▶ **Task to complete**
Copy out each line of the material that includes the word "street".

________________________

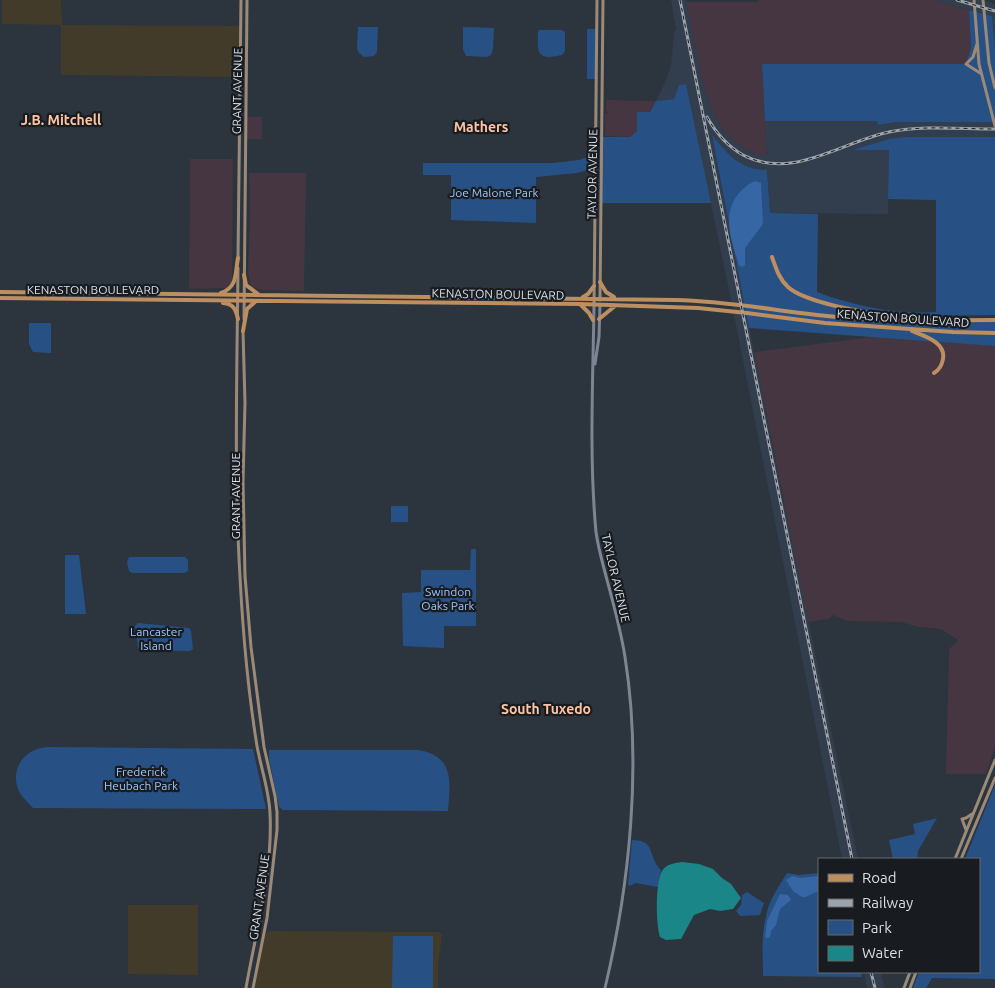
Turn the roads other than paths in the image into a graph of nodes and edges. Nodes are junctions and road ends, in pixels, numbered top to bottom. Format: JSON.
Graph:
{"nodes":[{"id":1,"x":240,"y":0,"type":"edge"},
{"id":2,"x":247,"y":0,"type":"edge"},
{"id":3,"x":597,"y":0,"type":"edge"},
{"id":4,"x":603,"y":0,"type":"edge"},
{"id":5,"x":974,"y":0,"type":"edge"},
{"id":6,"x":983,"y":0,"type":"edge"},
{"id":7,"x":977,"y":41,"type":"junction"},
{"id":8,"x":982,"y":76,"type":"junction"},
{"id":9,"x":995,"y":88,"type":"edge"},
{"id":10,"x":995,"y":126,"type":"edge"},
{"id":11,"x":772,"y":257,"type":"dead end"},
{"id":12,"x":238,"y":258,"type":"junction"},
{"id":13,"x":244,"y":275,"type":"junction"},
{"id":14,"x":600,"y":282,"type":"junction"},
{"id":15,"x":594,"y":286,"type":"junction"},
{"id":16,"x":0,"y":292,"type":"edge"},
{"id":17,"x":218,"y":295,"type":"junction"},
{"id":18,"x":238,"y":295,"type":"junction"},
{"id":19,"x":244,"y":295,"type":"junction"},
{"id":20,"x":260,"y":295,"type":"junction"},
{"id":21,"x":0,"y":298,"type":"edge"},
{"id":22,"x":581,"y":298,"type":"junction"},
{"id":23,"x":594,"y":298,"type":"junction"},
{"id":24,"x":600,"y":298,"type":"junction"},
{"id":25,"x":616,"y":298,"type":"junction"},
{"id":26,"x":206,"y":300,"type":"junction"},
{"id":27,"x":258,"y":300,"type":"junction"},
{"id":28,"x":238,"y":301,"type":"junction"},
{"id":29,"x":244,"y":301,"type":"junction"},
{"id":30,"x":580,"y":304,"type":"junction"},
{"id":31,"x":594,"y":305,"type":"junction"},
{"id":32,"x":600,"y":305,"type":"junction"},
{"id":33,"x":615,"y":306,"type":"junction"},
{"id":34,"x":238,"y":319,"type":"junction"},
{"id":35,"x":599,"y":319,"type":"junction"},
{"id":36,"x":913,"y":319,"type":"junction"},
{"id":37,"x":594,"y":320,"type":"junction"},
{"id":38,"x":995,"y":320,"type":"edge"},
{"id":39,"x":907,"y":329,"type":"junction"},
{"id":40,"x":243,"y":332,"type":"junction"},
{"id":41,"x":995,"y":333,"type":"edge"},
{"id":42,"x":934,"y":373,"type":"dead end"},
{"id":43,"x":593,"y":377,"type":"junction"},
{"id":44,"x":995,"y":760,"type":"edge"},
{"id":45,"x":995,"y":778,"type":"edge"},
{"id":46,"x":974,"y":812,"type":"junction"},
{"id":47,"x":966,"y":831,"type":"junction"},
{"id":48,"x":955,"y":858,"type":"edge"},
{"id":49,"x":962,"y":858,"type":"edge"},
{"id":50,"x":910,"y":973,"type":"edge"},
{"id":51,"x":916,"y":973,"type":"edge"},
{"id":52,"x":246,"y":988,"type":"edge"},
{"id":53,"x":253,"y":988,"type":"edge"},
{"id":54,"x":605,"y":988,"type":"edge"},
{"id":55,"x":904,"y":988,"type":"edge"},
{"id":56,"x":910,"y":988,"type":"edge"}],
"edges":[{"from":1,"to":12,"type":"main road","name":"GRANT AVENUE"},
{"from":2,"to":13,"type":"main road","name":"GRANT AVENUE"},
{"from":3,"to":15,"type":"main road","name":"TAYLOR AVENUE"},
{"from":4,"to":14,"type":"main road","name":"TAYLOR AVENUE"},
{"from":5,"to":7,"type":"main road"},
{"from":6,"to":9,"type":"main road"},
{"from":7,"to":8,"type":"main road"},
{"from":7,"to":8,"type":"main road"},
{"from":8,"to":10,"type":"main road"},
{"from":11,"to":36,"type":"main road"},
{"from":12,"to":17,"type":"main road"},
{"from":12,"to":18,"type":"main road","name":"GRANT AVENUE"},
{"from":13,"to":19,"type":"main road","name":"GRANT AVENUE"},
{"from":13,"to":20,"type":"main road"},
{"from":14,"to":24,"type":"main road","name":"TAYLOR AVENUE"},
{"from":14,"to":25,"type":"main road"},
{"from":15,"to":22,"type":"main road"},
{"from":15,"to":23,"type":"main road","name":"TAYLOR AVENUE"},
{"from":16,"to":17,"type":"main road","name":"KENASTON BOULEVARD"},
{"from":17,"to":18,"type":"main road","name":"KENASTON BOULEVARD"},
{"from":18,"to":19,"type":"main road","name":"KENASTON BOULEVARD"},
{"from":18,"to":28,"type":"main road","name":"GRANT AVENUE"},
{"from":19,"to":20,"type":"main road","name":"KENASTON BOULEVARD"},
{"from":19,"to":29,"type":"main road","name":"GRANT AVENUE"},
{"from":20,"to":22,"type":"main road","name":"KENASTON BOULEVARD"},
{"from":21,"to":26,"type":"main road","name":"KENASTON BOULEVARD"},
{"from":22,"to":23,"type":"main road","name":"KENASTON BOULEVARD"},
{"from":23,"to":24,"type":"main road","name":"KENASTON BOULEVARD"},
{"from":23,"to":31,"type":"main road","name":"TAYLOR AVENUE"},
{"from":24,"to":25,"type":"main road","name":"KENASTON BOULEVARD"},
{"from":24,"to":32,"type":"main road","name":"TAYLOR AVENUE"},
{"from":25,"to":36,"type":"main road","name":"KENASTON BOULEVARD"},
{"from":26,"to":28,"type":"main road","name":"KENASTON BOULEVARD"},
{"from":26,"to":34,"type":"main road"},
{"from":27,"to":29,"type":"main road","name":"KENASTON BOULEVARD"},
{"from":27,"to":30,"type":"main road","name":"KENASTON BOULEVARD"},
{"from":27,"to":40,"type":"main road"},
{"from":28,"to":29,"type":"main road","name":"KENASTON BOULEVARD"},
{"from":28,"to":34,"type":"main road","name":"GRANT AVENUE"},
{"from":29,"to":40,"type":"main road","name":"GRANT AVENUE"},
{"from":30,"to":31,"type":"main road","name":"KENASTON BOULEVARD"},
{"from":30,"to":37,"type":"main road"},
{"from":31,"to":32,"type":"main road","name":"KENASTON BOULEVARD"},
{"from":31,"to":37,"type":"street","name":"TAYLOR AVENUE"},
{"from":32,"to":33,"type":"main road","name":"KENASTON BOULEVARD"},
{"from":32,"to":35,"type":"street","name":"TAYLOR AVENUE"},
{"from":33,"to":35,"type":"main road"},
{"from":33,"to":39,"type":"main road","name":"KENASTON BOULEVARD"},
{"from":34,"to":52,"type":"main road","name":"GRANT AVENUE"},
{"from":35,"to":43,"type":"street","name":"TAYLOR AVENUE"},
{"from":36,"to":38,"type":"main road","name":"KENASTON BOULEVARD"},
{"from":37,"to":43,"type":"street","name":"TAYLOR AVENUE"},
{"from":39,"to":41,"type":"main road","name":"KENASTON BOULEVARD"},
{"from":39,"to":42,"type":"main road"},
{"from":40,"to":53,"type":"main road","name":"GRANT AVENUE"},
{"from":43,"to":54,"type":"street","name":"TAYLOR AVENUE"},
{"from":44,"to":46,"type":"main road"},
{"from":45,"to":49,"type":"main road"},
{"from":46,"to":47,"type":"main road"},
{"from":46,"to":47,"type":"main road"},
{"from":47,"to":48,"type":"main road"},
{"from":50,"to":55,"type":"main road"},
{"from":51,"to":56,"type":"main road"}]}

________________________

▶ **Solution to this problem**
{"from":31,"to":37,"type":"street","name":"TAYLOR AVENUE"},
{"from":32,"to":35,"type":"street","name":"TAYLOR AVENUE"},
{"from":35,"to":43,"type":"street","name":"TAYLOR AVENUE"},
{"from":37,"to":43,"type":"street","name":"TAYLOR AVENUE"},
{"from":43,"to":54,"type":"street","name":"TAYLOR AVENUE"},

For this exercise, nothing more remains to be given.